How do I monitor hung condition in Windows?

Recently I encounter with an issue with 1 of my application server. 

The server is being monitored in SAM so we're monitoring all it's processes & general server utilizations.

However  2 days back the server hung & nobody realized it until a couple of hours when more and more users complaining the application getting timed out.

When check, we're unable to RDP to the server, however ping works fine. We had to force restart to bring it back to normal.

Throughout this duration no down alert was generated by SAM until we restarted the server.

I'm assuming when the OS is hung, WMI processes all got stuck as well. Is there a way for SAM to alert us if the OS is hung? There should be a way right?
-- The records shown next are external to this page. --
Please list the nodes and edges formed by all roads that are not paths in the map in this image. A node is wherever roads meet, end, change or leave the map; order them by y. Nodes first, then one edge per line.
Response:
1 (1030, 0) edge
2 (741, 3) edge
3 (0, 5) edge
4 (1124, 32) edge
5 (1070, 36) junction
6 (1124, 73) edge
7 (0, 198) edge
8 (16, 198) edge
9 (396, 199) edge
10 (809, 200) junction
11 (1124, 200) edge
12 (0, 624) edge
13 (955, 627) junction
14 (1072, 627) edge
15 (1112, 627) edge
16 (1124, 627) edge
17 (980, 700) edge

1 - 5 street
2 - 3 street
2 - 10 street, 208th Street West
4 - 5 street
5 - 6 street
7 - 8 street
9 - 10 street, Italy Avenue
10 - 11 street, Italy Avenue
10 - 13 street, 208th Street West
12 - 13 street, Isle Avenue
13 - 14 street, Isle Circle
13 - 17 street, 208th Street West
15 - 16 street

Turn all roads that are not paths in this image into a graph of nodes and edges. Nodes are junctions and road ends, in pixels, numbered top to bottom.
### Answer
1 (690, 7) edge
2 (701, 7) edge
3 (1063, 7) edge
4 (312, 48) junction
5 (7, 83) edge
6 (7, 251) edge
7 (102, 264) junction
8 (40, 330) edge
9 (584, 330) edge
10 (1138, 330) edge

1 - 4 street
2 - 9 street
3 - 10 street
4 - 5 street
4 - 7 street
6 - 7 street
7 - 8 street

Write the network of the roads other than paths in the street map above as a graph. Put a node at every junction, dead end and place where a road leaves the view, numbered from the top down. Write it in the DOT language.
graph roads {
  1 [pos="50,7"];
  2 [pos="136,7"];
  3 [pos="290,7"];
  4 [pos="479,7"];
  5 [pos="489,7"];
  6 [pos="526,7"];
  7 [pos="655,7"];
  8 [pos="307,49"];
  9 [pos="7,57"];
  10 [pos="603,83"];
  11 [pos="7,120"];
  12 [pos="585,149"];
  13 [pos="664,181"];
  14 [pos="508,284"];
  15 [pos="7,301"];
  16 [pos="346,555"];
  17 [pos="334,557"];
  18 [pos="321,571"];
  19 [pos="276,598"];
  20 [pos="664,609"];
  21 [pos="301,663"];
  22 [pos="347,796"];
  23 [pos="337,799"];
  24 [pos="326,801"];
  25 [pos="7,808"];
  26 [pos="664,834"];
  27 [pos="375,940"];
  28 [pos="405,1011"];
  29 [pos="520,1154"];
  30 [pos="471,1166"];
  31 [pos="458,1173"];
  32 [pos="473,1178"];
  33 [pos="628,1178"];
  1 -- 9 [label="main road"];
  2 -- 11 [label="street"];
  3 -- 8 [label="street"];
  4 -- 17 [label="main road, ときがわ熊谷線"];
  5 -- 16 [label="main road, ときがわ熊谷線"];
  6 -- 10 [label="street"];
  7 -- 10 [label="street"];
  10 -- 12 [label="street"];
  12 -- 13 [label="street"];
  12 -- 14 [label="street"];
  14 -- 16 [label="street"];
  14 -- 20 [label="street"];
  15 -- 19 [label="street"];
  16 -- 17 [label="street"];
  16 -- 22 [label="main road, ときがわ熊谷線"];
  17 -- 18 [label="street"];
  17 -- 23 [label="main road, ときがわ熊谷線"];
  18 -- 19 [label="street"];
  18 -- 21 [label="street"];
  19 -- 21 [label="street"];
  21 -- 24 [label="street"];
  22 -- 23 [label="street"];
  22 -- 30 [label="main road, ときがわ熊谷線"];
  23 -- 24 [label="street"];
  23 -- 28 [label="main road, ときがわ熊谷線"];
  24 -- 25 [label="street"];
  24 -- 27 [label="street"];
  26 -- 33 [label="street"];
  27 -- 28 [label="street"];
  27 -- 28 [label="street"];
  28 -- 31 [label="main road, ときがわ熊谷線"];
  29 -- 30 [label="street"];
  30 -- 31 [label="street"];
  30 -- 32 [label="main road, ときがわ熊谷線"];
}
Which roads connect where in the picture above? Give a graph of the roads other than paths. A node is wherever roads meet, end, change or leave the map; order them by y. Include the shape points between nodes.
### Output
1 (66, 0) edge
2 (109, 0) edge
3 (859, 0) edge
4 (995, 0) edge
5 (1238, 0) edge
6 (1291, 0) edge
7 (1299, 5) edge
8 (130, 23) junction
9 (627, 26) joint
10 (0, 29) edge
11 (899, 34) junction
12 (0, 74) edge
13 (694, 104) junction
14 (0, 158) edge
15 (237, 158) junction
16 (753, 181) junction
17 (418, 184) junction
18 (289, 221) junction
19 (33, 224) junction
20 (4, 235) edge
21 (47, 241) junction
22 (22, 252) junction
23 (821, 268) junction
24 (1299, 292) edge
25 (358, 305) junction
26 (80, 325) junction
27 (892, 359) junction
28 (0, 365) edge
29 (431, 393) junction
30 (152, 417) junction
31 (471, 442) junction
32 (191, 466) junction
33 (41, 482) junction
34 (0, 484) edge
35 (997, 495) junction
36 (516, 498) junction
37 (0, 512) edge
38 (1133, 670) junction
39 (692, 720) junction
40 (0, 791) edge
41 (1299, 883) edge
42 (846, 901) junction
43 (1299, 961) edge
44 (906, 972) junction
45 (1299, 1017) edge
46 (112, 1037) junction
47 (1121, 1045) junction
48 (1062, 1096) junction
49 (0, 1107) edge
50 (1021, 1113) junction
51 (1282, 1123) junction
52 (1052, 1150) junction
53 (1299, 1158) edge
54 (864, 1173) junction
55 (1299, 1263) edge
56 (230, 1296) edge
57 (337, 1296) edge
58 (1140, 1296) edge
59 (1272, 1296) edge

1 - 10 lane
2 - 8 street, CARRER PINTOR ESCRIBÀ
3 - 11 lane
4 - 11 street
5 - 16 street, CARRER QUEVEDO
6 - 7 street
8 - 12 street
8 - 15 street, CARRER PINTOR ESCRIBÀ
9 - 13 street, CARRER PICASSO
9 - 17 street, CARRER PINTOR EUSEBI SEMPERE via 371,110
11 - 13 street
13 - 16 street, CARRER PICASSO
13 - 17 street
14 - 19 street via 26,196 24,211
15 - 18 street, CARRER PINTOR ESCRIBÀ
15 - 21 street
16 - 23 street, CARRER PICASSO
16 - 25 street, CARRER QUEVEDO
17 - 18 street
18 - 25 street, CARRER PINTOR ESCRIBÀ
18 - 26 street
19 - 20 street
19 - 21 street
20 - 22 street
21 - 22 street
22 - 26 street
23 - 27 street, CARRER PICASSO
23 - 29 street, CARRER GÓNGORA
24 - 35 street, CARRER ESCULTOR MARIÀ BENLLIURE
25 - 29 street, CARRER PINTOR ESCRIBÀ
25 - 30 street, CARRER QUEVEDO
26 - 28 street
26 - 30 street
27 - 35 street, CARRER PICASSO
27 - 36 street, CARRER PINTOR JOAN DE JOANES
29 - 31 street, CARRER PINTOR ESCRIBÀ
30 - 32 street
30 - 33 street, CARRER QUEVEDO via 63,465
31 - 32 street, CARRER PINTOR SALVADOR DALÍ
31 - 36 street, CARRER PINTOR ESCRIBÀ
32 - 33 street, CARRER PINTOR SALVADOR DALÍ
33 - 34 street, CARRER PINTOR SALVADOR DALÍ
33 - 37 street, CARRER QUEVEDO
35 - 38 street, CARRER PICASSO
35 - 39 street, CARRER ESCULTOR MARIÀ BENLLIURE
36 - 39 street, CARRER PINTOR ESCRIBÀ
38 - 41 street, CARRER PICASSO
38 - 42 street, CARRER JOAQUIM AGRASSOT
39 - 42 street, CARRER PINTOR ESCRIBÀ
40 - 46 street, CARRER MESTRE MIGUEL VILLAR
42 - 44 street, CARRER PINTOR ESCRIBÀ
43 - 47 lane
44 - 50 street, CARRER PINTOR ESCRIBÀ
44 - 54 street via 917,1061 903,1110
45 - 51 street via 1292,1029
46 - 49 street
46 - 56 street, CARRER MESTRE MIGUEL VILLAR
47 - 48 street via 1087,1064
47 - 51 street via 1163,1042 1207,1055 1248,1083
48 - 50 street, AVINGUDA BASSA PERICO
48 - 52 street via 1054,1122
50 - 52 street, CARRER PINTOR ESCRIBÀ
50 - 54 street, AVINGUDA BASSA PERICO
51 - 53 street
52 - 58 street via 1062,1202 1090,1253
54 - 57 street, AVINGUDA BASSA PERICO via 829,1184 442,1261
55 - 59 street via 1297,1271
Since the server's WMI hung, SAM no longer able to poll successfully then it should be able to send an alert for this scenario right?

  • "Hung" conditions are a super nebulous vague space.  In most cases hung servers respond to pings, depending on the exact problem they may also still respond to some/all WMI queries.  The way I have always approached this topic is that every server exists to provide some service.  I don't mean like it has some service running in windows, i mean what is is the server actually does.  For a DC I would expect to be able to shoot LDAP requests at it and get prompt responses, for a web server I should be able to load a particular website, for a database server I should be able to execute queries against that specific database.  For a server hosting a call center application I should be able to hit some sort of API or similar endpoint and get a proper response back.  Whatever the thing that server exists to do you aren't really monitoring it properly unless you ask it to do that thing as part of your SAM templates.  Hung servers will always fail this test, but what that test is depends on each application and takes a bit more work to find out.

    I also use the Custom Query with the below SWQL in it to identify systems that aren't responding to their polling method for the last 20m, and for really high priority systems I have a version of it that I can turn on as an alert so we know right away.  Alerting on every polling failure can get really noisy so I tend to not do that, especially because it paints a target on my back any time we have a hiccup on one of my polling engines.  Never fun when 800 servers on a given poller try to trigger the same alert at once because I needed to do some maintenance to the poller for a bit and forgot to disable the alert while I worked.

    select   
    n.caption as [Node]  
    ,n.detailsurl as [_linkfor_Node]  
    ,'/Orion/images/StatusIcons/Small-' + n.StatusIcon AS [_IconFor_Node]  
    ,n.ip_address as [IP Address]  
    ,n.detailsurl as [_linkfor_IP Address]  
    ,n.statusdescription as [Status Description]  
    ,n.objectsubtype as [Collection Type]  
    ,e.servername  
    ,n.statcollection as [Interval]  
    ,case when n.objectsubtype !='SNMP' then 'Not Used'  
    when n.community='' then 'Not Used'  
    else n.community  
    end as [SNMPv2 Community]  
    ,case when c.Name is null then 'Not Used'  
    else c.Name   
    end AS [WMI/SNMPv3 Credential]  
    ,tolocal(n.lastsystemuptimepollutc) as [Last Stat Collection]  
    ,tolocal(n.lastsync) as [Last Ping]  
    ,daydiff(lastsystemuptimepollUTC,getutcdate()) as [Days Since Polled]  
    ,'Edit' AS [Edit]  
    , '/Orion/Nodes/NodeProperties.aspx?Nodes=' + ToString(n.NodeID) AS [_LinkFor_Edit]  
    ,'/Orion/images/nodemgmt_art/icons/icon_edit.gif' as [_IconFor_Edit]    
      
    from orion.nodes n  
    left JOIN Orion.NodeSettings ns ON n.NodeID = ns.NodeID and SettingName like '%Credential%' and settingname not like '%palo%'    
    left JOIN Orion.Credential c ON ns.SettingValue = c.ID      
    join Orion.Engines e on e.engineid=n.engineid  
    where status<>'2'  
    and status<>'9'  
    and objectsubtype!='ICMP'  
    and minutediff(lastsystemuptimepollUTC,getutcdate())>20  
      
    Order by Lastsystemuptimepollutc

  • I have seen servers that have blue screened still respond to pings.

    As said, you need to be making interrogations of the server that require it to perform commonly expected actions/responses after it queries a database, queries an application, makes an API call, etc.  SNMP sort of works, but gets dropped when the server is busy.  Now that may be a notable symptom, but queries/responses that are not cached are the way to check viability.